Ma se adesso la bolletta del metano si appresta a salire, soprattutto per un effetto stagionale, c’è da dire che nel corso degli ultimi nove mesi è stata quella che è calata di più, consentendo il maggior risparmio per i consumatori. Nel dettaglio, infatti, per l’elettricità, la spesa per la famiglia-tipo nel 2016 sarà alla fine di 499 euro, con un calo dell’-1,1% rispetto ai 12 mesi equivalenti dell’anno precedente (1 gennaio 2015 - 31 dicembre 2015), corrispondente ad un risparmio di 5 euro. Per il gas la spesa della famiglia tipo nello stesso periodo sarà di circa 1.033 euro, ma in questo caso con una riduzione complessiva dell’8,1%, corrispondente a un risparmio di 91 euro rispetto all’anno in corso. In totale quindi la famiglia tipo per energia elettrica e gas nel 2016 spenderà 96 euro in meno rispetto a quanto speso nel 2015.

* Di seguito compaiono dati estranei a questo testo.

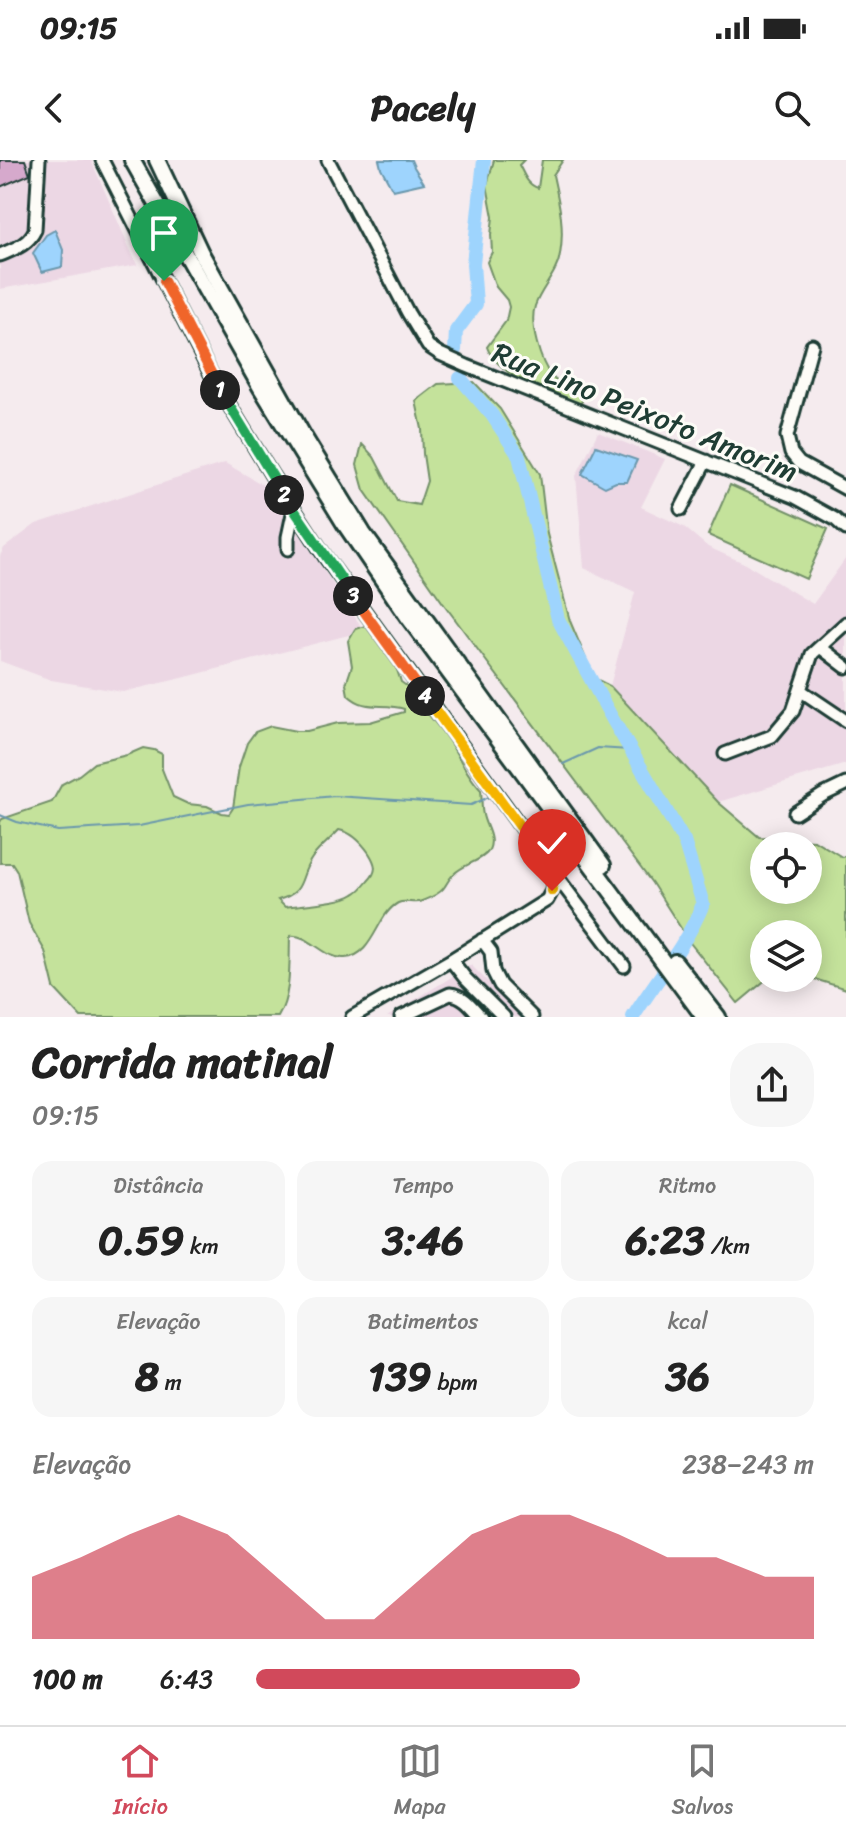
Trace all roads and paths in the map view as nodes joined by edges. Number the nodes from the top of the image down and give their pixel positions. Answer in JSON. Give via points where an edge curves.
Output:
{"nodes":[{"id":1,"x":39,"y":160,"type":"edge"},
{"id":2,"x":102,"y":160,"type":"edge"},
{"id":3,"x":132,"y":160,"type":"edge"},
{"id":4,"x":157,"y":160,"type":"edge"},
{"id":5,"x":328,"y":160,"type":"edge"},
{"id":6,"x":0,"y":255,"type":"edge"},
{"id":7,"x":812,"y":345,"type":"dead end"},
{"id":8,"x":706,"y":461,"type":"junction"},
{"id":9,"x":846,"y":489,"type":"edge"},
{"id":10,"x":294,"y":509,"type":"junction"},
{"id":11,"x":681,"y":509,"type":"dead end"},
{"id":12,"x":846,"y":529,"type":"edge"},
{"id":13,"x":288,"y":549,"type":"dead end"},
{"id":14,"x":846,"y":623,"type":"edge"},
{"id":15,"x":820,"y":647,"type":"junction"},
{"id":16,"x":846,"y":667,"type":"edge"},
{"id":17,"x":800,"y":690,"type":"junction"},
{"id":18,"x":846,"y":721,"type":"edge"},
{"id":19,"x":725,"y":754,"type":"dead end"},
{"id":20,"x":846,"y":784,"type":"edge"},
{"id":21,"x":795,"y":813,"type":"dead end"},
{"id":22,"x":554,"y":873,"type":"junction"},
{"id":23,"x":482,"y":940,"type":"junction"},
{"id":24,"x":656,"y":945,"type":"junction"},
{"id":25,"x":451,"y":960,"type":"junction"},
{"id":26,"x":624,"y":966,"type":"dead end"},
{"id":27,"x":680,"y":976,"type":"junction"},
{"id":28,"x":352,"y":1017,"type":"edge"},
{"id":29,"x":401,"y":1017,"type":"edge"},
{"id":30,"x":481,"y":1017,"type":"edge"},
{"id":31,"x":504,"y":1017,"type":"edge"},
{"id":32,"x":532,"y":1017,"type":"edge"},
{"id":33,"x":704,"y":1017,"type":"edge"},
{"id":34,"x":718,"y":1017,"type":"edge"}],
"edges":[{"from":1,"to":6,"type":"street","via":[[35,230],[22,245]]},
{"from":2,"to":10,"type":"street","via":[[214,380]]},
{"from":3,"to":24,"type":"main road","via":[[344,523],[408,617]]},
{"from":4,"to":24,"type":"main road","via":[[201,253],[363,533]]},
{"from":5,"to":8,"type":"street","name":"Rua Lino Peixoto Amorim","via":[[428,346]]},
{"from":7,"to":9,"type":"street","via":[[787,436],[791,453]]},
{"from":8,"to":11,"type":"street"},
{"from":8,"to":12,"type":"street","name":"Rua Lino Peixoto Amorim","via":[[795,497]]},
{"from":10,"to":13,"type":"street"},
{"from":10,"to":22,"type":"street"},
{"from":14,"to":15,"type":"street"},
{"from":15,"to":16,"type":"street"},
{"from":15,"to":17,"type":"street","via":[[812,654]]},
{"from":17,"to":18,"type":"street"},
{"from":17,"to":19,"type":"street","via":[[793,711],[772,736]]},
{"from":20,"to":21,"type":"street"},
{"from":22,"to":23,"type":"street","via":[[547,900]]},
{"from":22,"to":26,"type":"street"},
{"from":23,"to":25,"type":"street"},
{"from":23,"to":32,"type":"street","via":[[500,985]]},
{"from":24,"to":27,"type":"main road"},
{"from":25,"to":28,"type":"street"},
{"from":25,"to":31,"type":"street"},
{"from":27,"to":33,"type":"main road"},
{"from":27,"to":34,"type":"main road"},
{"from":29,"to":30,"type":"street","via":[[457,994]]}]}
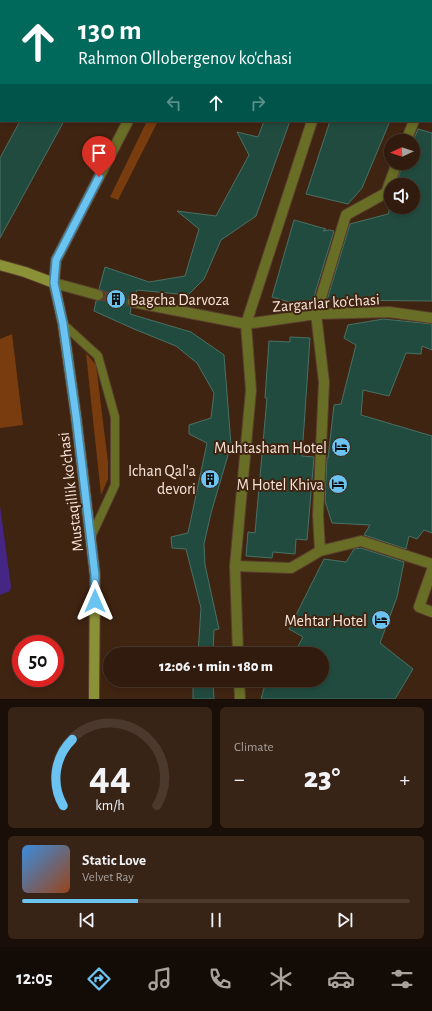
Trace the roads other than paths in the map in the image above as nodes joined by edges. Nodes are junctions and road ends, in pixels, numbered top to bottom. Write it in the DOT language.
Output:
graph roads {
  1 [pos="127,122"];
  2 [pos="312,122"];
  3 [pos="414,122"];
  4 [pos="409,134"];
  5 [pos="394,170"];
  6 [pos="0,265"];
  7 [pos="54,283"];
  8 [pos="98,295"];
  9 [pos="133,302"];
  10 [pos="316,314"];
  11 [pos="432,318"];
  12 [pos="63,324"];
  13 [pos="246,324"];
  14 [pos="91,537"];
  15 [pos="320,551"];
  16 [pos="432,564"];
  17 [pos="235,566"];
  18 [pos="432,570"];
  19 [pos="432,612"];
  20 [pos="238,647"];
  21 [pos="239,687"];
  22 [pos="94,699"];
  23 [pos="240,699"];
  1 -- 7 [label="street"];
  2 -- 13 [label="street"];
  3 -- 4 [label="street"];
  5 -- 10 [label="street"];
  6 -- 7 [label="main road"];
  7 -- 8 [label="street"];
  7 -- 12 [label="main road, Mustaqillik ko'chasi"];
  9 -- 13 [label="street, Zargarlar ko'chasi"];
  10 -- 11 [label="street, Zargarlar ko'chasi"];
  10 -- 13 [label="street, Zargarlar ko'chasi"];
  10 -- 15 [label="street"];
  12 -- 14 [label="main road, Mustaqillik ko'chasi"];
  12 -- 14 [label="lane"];
  13 -- 17 [label="street"];
  14 -- 22 [label="main road, Mustaqillik ko'chasi"];
  15 -- 16 [label="street"];
  15 -- 17 [label="street"];
  17 -- 20 [label="street"];
  18 -- 19 [label="street"];
  21 -- 23 [label="street"];
}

Perché scende la bolletta elettrica

Nel quarto trimestre del 2016 - spiega l’Autorità per l’Energia - l’andamento del prezzo dell’energia elettrica è determinato principalmente dal calo della componente a copertura dei costi di approvvigionamento sui mercati all’ingrosso, in parte controbilanciato dall’aumento dei costi per gli oneri generali di sistema. Nei tre mesi precedenti l’aumento del 4,3% era infatti legato ad un aumento dei costi per il «dispacciamento», cioè quei costi che Terna, il gestore della rete, sostiene per il mantenimento in equilibrio e in sicurezza del sistema elettrico. Dopo una segnalazione di Confindustria, l’Autorità ha aperto un’indagine «per far cessare e perseguire le possibili condotte anomale dei mesi scorsi tenute dagli operatori dell’offerta e della domanda nei mercati all’ingrosso dell’elettricità». Proprio per effetto di questa decisione, in attesa che finisca l’indagine che potrebbe portare risarcimenti ai consumatori, si è registrato il primo calo della bolletta elettrica. Nei mesi scorsi i giudici amministrativi hanno prima bloccato gli aumenti delle tariffe di luglio e poi le hanno ammesse, imponendo però all’Autorità dell’Energia, in attesa di un intervento di merito previsto per febbraio, di creare un fondo per gli eventuali rimborsi. Una battaglia che il Codacons sta portando avanti con fermezza: «Vogliamo sapere i nomi di chi ha speculato sulle spalle delle famiglie, e attendiamo ancora dall’Autorità il provvedimento per introdurre il meccanismo di rimborso automatico agli utenti previsto dal Tar della Lombardia, assolutamente indispensabile se nella prossima bolletta saranno introdotti gli aumenti di luglio».